[Tarantool-patches] [PATCH v5 2/8] lua: built-in module datetime
Vladimir Davydov
vdavydov at tarantool.org
Wed Aug 18 14:45:29 MSK 2021
On Wed, Aug 18, 2021 at 01:03:27PM +0300, Safin Timur wrote:
> > > +void
> > > +datetime_now(struct datetime *now)
> > > +{
> > > + struct timeval tv;
> > > + gettimeofday(&tv, NULL);
> > > + now->secs = tv.tv_sec;
> > > + now->nsec = tv.tv_usec * 1000;
> > > +
> > > + time_t now_seconds;
> > > + time(&now_seconds);
> >
> > Can't you use tv.tv_sec here?
>
> Nope. :)
>
> Actually I don't want to know value returned from time() - all I need is to
> eventually call localtime[_r]() to get local timezone. If you know simpler
> way to determine local timezone without time, then please give me know.
AFAIU time() returns exactly the same value as tv.tv_sec, where tv is
the value returned by gettimeofday(), no?
Come to think of it, I'm not so sure it's a good idea to call
localtime() on each call to get the timezone. In comparison to
gettimeofday() it 10x slower. Maybe, it's worth caching the current
timezone?
vlad at esperanza:~/tmp$ cat bench.lua
clock = require('clock')
datetime = require('datetime')
LOOPS = 10000000
t1 = clock.monotonic()
for i = 1, LOOPS do
datetime.now()
end
t2 = clock.monotonic()
print(string.format('datetime.now: %f', t2 - t1))
t1 = clock.monotonic()
for i = 1, LOOPS do
clock.realtime()
end
t2 = clock.monotonic()
print(string.format('clock.realtime: %f', t2 - t1))
os.exit(0)
vlad at esperanza:~/tmp$ tarantool bench.lua
datetime.now: 2.190355
clock.realtime: 0.201188
> > > +#define DT_EPOCH_1970_OFFSET 719163
> >
> > I don't understand what this constant stores. Please add a comment.
>
> I've documented them after Serge request this way:
>
> ------------------------------------------------------
> /**
> * We count dates since so called "Rata Die" date
> * January 1, 0001, Monday (as Day 1).
> * But datetime structure keeps seconds since
> * Unix "Epoch" date:
> * Unix, January 1, 1970, Thursday
> *
> * The difference between Epoch (1970-01-01)
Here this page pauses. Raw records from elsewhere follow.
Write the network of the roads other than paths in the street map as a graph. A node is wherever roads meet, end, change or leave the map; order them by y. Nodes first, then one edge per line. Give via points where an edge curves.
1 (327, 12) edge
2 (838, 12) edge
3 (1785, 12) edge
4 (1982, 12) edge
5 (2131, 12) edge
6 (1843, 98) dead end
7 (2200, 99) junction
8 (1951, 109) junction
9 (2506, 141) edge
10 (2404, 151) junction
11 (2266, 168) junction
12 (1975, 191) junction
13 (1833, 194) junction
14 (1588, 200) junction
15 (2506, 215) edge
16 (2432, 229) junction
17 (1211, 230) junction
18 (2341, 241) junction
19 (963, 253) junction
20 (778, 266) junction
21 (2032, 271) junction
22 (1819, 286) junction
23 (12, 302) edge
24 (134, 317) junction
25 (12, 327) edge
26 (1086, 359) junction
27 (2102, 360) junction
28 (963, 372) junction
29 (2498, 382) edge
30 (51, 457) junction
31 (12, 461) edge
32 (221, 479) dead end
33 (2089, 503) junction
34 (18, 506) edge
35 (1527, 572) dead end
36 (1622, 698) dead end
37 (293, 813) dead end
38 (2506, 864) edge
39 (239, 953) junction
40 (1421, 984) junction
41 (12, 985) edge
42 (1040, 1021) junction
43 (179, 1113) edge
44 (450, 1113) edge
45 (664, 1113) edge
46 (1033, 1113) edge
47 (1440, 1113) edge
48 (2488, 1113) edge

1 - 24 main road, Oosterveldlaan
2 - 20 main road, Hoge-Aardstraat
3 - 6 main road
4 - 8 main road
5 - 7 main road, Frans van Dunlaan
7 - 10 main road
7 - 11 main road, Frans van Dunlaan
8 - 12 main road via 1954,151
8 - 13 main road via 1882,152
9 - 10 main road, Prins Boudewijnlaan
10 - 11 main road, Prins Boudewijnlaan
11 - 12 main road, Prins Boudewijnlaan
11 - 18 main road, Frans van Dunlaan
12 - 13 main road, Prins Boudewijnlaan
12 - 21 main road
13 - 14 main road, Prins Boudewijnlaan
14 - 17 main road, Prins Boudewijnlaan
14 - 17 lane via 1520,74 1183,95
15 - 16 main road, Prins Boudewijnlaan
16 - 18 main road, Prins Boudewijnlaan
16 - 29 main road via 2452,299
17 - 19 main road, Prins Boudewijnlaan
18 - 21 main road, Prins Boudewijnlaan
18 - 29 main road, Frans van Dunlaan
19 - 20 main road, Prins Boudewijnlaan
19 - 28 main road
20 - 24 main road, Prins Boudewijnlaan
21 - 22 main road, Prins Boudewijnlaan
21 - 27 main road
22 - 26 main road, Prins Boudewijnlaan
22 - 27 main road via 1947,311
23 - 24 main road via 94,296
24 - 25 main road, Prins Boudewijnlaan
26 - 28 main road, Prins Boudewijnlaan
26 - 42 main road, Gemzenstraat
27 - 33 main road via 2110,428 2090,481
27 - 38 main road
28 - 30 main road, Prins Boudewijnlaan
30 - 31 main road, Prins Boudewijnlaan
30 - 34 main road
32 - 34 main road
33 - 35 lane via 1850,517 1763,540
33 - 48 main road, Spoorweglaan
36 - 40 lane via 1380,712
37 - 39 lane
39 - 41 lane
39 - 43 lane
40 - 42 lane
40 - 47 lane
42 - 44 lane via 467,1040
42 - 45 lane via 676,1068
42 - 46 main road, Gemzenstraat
> * and Rata Die (0001-01-01) is 719163 days.
> */
>
> #ifndef SECS_PER_DAY
> #define SECS_PER_DAY 86400
> #define DT_EPOCH_1970_OFFSET 719163
> #endif
>
> /**
> * c-dt library uses int as type for dt value, which
> * represents the number of days since Rata Die date.
> * This implies limits to the number of seconds we
> * could safely store in our structures and then safely
> * pass to c-dt functions.
> *
> * So supported ranges will be
> * - for seconds [-185604722870400 .. 185480451417600]
> * - for dates [-5879610-06-22T00:00Z .. 5879611-07-11T00:00Z]
> */
> #define MAX_DT_DAY_VALUE (int64_t)INT_MAX
> #define MIN_DT_DAY_VALUE (int64_t)INT_MIN
> #define SECS_EPOCH_1970_OFFSET \
> ((int64_t)DT_EPOCH_1970_OFFSET * SECS_PER_DAY)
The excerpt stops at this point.